The salt of the soccer crowd: Bob Carruthers


December 8, 1934
A mackintosh over his figure; a dark visage; a paddock devotee. Stands alone; sucks in all the juice of the Liverpool F.C. game. Never known to miss. A cautious man, it is said, but one who might be described as a son of toil who earns his living by a ton of “coil”! Bears a famous football and critic’s name; Carruthers, Bob of that ilk.

Followed the jolly old Reds for forty years, and is a coal merchant in between times. Never missed a match at home, Wednesday or Saturday, second or A team, during the whole of that forty years. There’s enthusiasm for you.

Bob Carruthers.

May have been inclined to snarl a bit when the team let him down, but always managed to find a joke out of the proceedings. Once he was late for a very important Cup-tie, and found the ground full. He was refused permission to enter. Showed his long-service record. “Full up,” said the janitor. So he went to another gate and told the man in charge: “I have to deliver coal to Mr. Tom Watson.” Was invited to go in and look for him. He saw all that game.
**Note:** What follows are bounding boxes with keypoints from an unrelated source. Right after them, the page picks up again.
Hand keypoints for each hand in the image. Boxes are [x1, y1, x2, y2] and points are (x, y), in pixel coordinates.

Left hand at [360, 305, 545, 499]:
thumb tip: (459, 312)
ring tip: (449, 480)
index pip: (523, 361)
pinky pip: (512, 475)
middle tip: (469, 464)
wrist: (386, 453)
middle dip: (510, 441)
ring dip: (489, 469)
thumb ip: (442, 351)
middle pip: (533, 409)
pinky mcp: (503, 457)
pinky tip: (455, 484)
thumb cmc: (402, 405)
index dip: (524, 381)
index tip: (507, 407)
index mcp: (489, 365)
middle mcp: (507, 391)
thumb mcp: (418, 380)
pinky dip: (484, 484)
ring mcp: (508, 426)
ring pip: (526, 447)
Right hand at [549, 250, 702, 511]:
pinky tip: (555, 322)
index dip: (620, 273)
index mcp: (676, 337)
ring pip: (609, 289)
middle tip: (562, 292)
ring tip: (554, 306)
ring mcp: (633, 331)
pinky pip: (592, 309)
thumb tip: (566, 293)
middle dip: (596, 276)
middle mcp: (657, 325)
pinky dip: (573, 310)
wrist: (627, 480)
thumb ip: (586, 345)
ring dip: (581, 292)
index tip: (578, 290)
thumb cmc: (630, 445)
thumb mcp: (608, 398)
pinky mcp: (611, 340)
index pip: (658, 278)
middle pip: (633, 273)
Another time, when Liverpool were playing Barnsley in a Cup-tie – I think this was their solitary final tie year – he arrived at the station and found the train full. So he fished up an empty lunch basket and passed into the dining car as “an extra waiter.”
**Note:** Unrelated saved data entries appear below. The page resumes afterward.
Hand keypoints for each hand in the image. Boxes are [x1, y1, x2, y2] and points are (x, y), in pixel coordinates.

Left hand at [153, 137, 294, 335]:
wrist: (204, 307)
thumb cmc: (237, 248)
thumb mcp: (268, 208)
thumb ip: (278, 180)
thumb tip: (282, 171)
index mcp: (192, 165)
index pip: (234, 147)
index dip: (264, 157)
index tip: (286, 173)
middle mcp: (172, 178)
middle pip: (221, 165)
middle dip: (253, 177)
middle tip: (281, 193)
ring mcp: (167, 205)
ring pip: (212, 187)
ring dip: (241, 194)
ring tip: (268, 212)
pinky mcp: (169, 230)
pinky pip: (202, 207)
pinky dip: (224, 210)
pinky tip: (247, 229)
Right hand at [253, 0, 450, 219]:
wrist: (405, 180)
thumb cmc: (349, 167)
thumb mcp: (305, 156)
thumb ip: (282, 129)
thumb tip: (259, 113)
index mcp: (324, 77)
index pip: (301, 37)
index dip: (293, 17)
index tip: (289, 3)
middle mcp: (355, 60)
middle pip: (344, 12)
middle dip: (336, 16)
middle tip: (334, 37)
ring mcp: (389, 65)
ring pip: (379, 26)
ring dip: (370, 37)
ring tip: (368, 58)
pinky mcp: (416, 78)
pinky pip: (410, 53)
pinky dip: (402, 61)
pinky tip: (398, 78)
He reminds me of three lads who went to Birmingham Racecourse without paying; they were dressed as waiters, full dress suits. They had bought them at a local pawn-shop, and entered Tatt’s without paying a penny piece!

Bob Carruthers has one ambition in life, to see Liverpool win the Cup. He stands in the queue of teeming thousands waiting the same pleasure.
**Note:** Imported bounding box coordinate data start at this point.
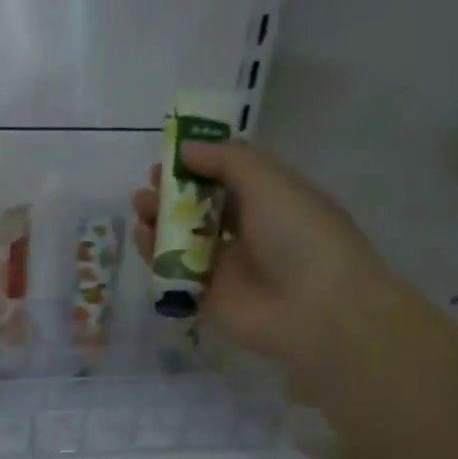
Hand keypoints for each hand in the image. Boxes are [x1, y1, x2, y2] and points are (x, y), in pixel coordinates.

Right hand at [132, 141, 390, 378]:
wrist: (316, 310)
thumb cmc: (300, 236)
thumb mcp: (270, 183)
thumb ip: (227, 161)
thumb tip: (185, 148)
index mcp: (271, 200)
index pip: (229, 177)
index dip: (199, 165)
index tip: (169, 157)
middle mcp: (248, 231)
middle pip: (200, 207)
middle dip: (172, 193)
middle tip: (149, 186)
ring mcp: (224, 265)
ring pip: (182, 238)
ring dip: (160, 220)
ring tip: (141, 208)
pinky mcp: (204, 295)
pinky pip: (173, 270)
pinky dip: (155, 253)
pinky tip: (143, 236)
They also serve who stand and wait. They serve to pay the money for Tommy Cooper’s transfer fee. They wait patiently; they may go red in the face, but they never change their colours; they are Red to the death.

Well, I hope it keeps fine for Bob, but not too fine, as he is in the business that likes an old-fashioned Christmas.

If we can’t have that, well, let Liverpool F.C. have “A Cup of Kindness.”